4. Pengen Punya Uang

99 68 0
                                    

Setelah Diana pulang dari kosanku, aku duduk termenung. Bukan karena cinta yang memenuhi pikiranku saat itu, melainkan karena persoalan yang kian terasa berat: uang.

Aku menatap sekeliling ruangan yang sederhana, mengingat-ingat keperluan yang terus bertambah namun tak seimbang dengan isi dompetku yang kian menipis.

"Sampai sekarang aku masih menjadi beban. Padahal, sudah aku udah kepala dua," keluhku dalam hati, merenungkan keadaanku yang tidak kunjung membaik.

Dengan hati yang penuh keinginan, aku berbicara dalam doa yang terdengar di dalam kosan yang sunyi, "Ya Allah, aku ingin punya uang yang banyak. Pengen bisa makan yang enak tanpa mikir orang rumah makan apa ya?"

Air mataku hampir jatuh, namun aku menahannya dengan keras.

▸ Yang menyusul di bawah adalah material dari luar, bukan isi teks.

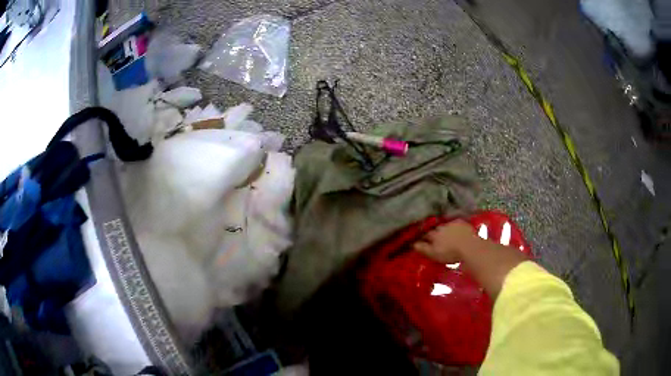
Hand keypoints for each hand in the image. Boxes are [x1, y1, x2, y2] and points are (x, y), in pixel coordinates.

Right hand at [413, 219, 478, 262]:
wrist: (469, 246)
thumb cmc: (450, 252)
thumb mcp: (433, 254)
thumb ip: (423, 248)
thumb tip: (413, 244)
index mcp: (434, 234)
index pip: (425, 234)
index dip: (423, 237)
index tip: (421, 240)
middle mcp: (442, 226)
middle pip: (436, 229)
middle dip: (435, 232)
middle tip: (436, 238)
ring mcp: (453, 223)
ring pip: (446, 225)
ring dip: (445, 229)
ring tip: (447, 235)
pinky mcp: (463, 223)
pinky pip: (456, 224)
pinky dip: (455, 227)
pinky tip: (457, 231)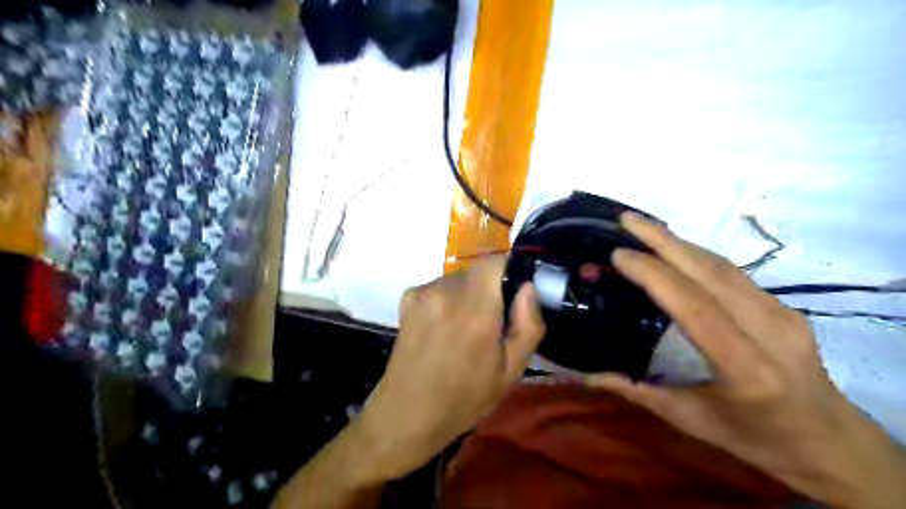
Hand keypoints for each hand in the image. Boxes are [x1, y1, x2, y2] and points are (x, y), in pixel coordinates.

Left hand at [354, 257, 540, 482]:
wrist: (406, 413)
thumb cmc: (464, 398)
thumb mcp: (511, 371)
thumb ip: (528, 324)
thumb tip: (528, 288)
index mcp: (475, 310)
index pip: (496, 261)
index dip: (510, 272)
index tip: (514, 296)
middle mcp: (446, 291)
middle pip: (479, 271)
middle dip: (491, 290)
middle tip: (491, 323)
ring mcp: (423, 292)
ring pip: (460, 279)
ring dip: (469, 295)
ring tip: (464, 330)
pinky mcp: (407, 297)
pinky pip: (440, 287)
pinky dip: (449, 300)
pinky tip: (443, 329)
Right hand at [587, 213, 905, 508]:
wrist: (831, 443)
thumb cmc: (757, 438)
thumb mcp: (691, 420)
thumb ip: (636, 391)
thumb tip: (586, 374)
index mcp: (746, 367)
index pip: (694, 306)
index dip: (654, 274)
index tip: (618, 254)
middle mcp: (769, 332)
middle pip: (710, 273)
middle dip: (663, 240)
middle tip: (625, 220)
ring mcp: (782, 314)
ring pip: (723, 266)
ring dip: (679, 241)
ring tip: (643, 226)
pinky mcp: (784, 307)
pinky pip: (733, 272)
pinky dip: (697, 254)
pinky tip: (675, 248)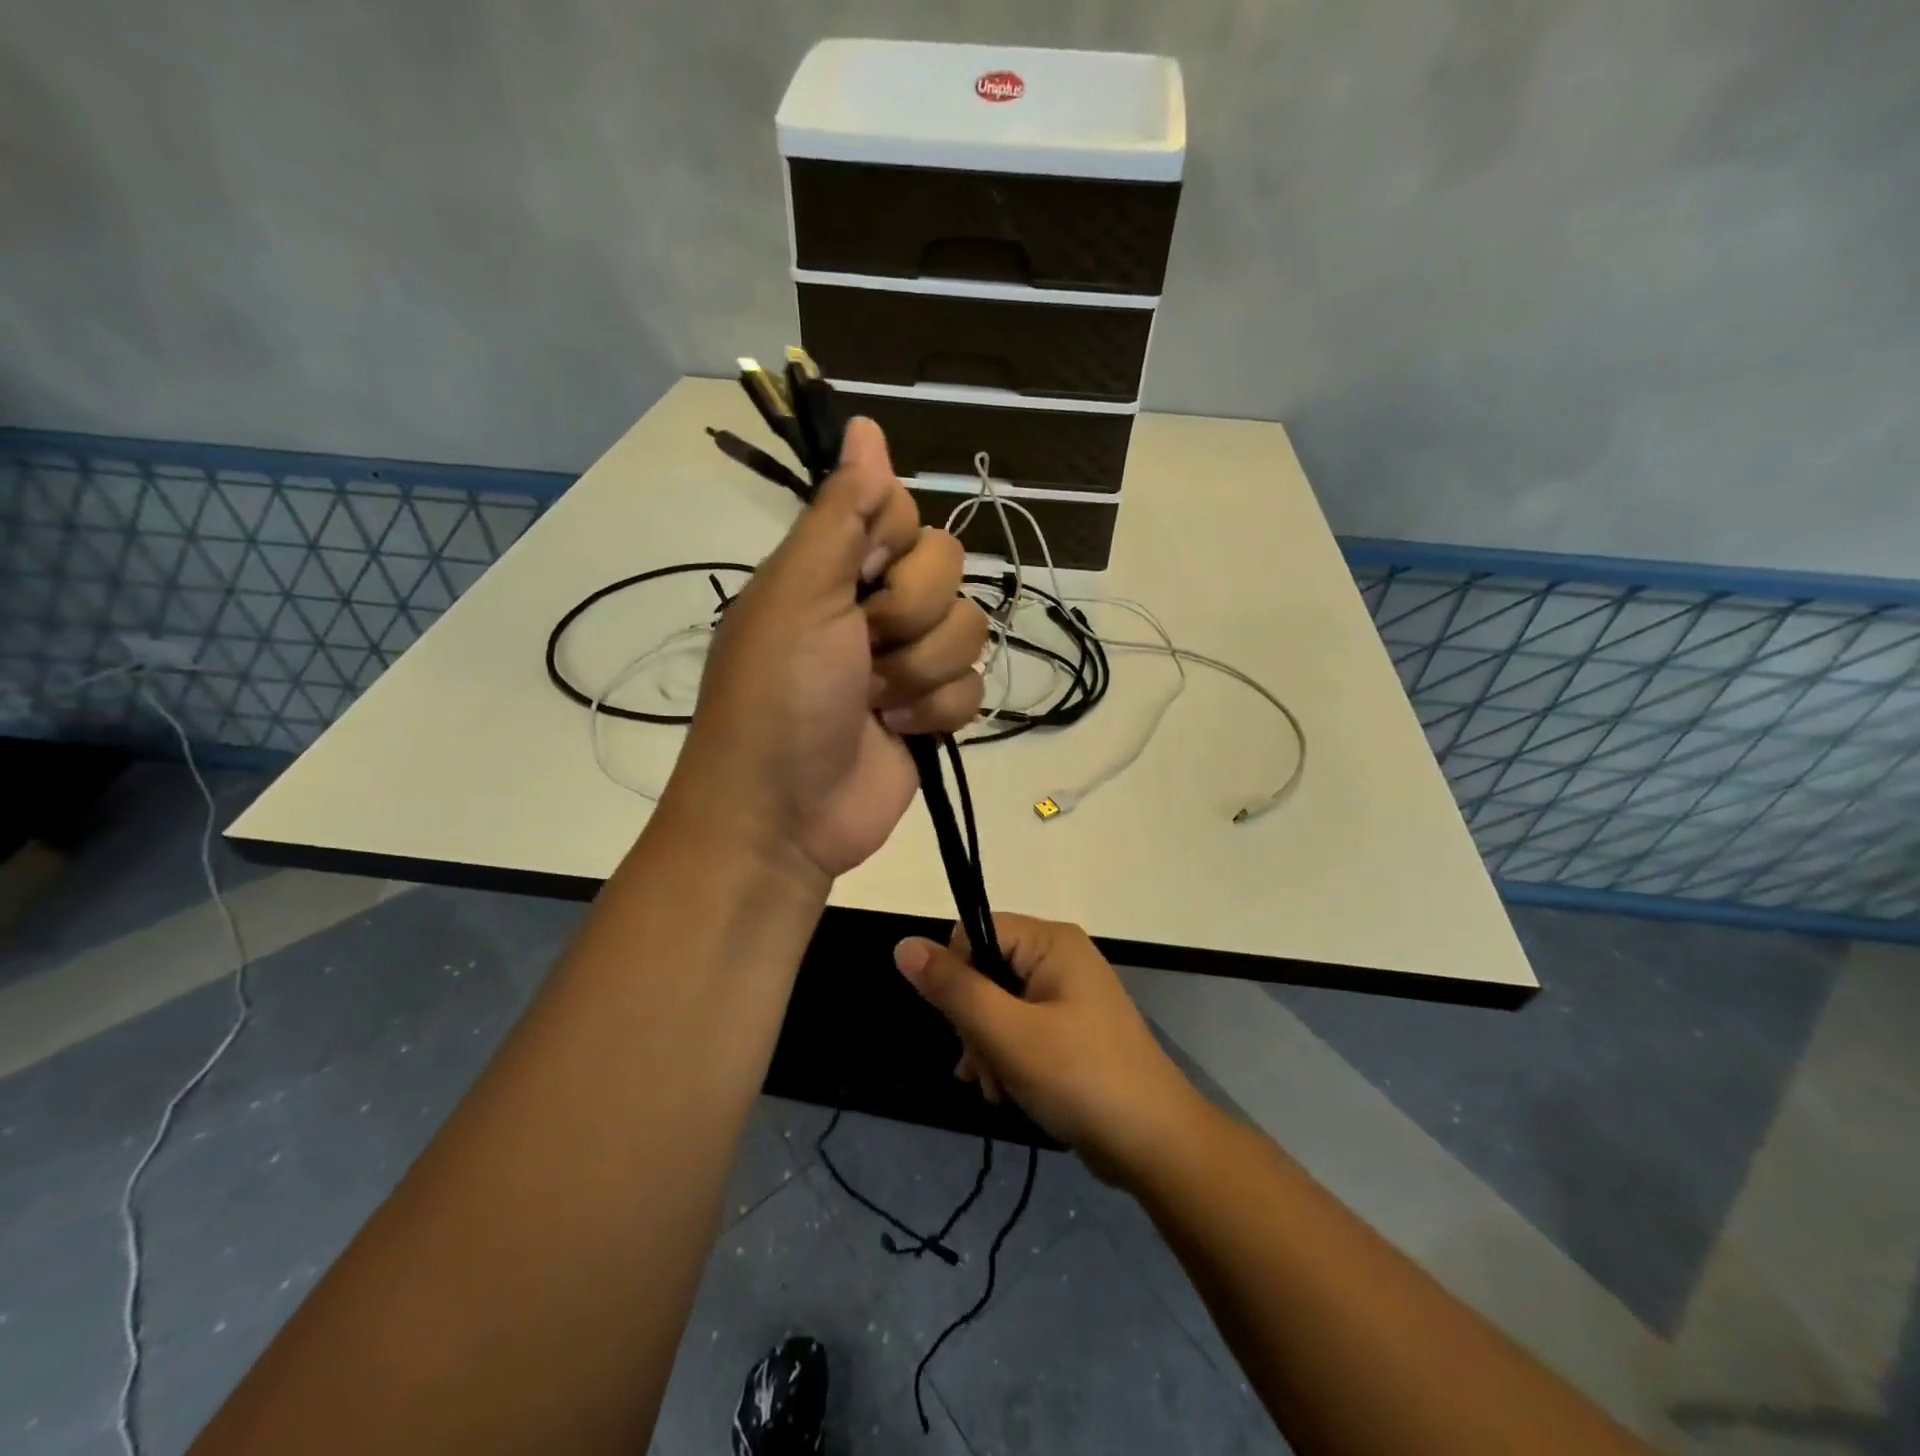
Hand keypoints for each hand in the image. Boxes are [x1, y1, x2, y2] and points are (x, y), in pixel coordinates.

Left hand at [671, 418, 988, 884]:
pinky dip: (938, 712)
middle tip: (864, 650)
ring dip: (922, 672)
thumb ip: (839, 514)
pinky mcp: (932, 711)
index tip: (865, 576)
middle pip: (948, 567)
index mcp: (834, 567)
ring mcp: (907, 661)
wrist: (785, 814)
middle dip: (911, 616)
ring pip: (969, 629)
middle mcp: (873, 605)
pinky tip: (900, 733)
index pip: (901, 509)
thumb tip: (865, 426)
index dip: (895, 540)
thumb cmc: (779, 698)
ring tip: (876, 703)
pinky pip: (975, 686)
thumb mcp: (798, 595)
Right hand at [893, 914, 1210, 1185]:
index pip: (974, 933)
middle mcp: (1060, 957)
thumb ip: (954, 988)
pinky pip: (1020, 1028)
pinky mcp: (1071, 1029)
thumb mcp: (1008, 1034)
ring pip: (997, 1005)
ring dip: (986, 1048)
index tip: (962, 1024)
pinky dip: (1006, 1058)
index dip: (957, 976)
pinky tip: (1006, 1092)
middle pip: (985, 971)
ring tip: (997, 1089)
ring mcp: (1067, 995)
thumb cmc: (1080, 1078)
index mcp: (1051, 941)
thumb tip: (903, 944)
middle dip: (973, 1024)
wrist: (1156, 1145)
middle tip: (984, 1068)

"Masa disini aku makan ayam geprek, mie ayam, seblak, bakso. Tapi bapak, emak, dan adek-adekku makan pucuk ubi, makan kangkung, makan ikan asin."

Rasanya hatiku hancur saat aku mengucapkan kata-kata itu. Itulah mengapa aku selalu berhemat, menekan rasa ingin makan makanan enak. Supaya aku enggak terlalu merasa bersalah sama keluargaku.

Meskipun aku berusaha untuk terlihat ceria di depan orang lain, tertawa haha hihi dan bercanda seolah tak ada masalah, namun saat sendirian, aku miris sama diri sendiri.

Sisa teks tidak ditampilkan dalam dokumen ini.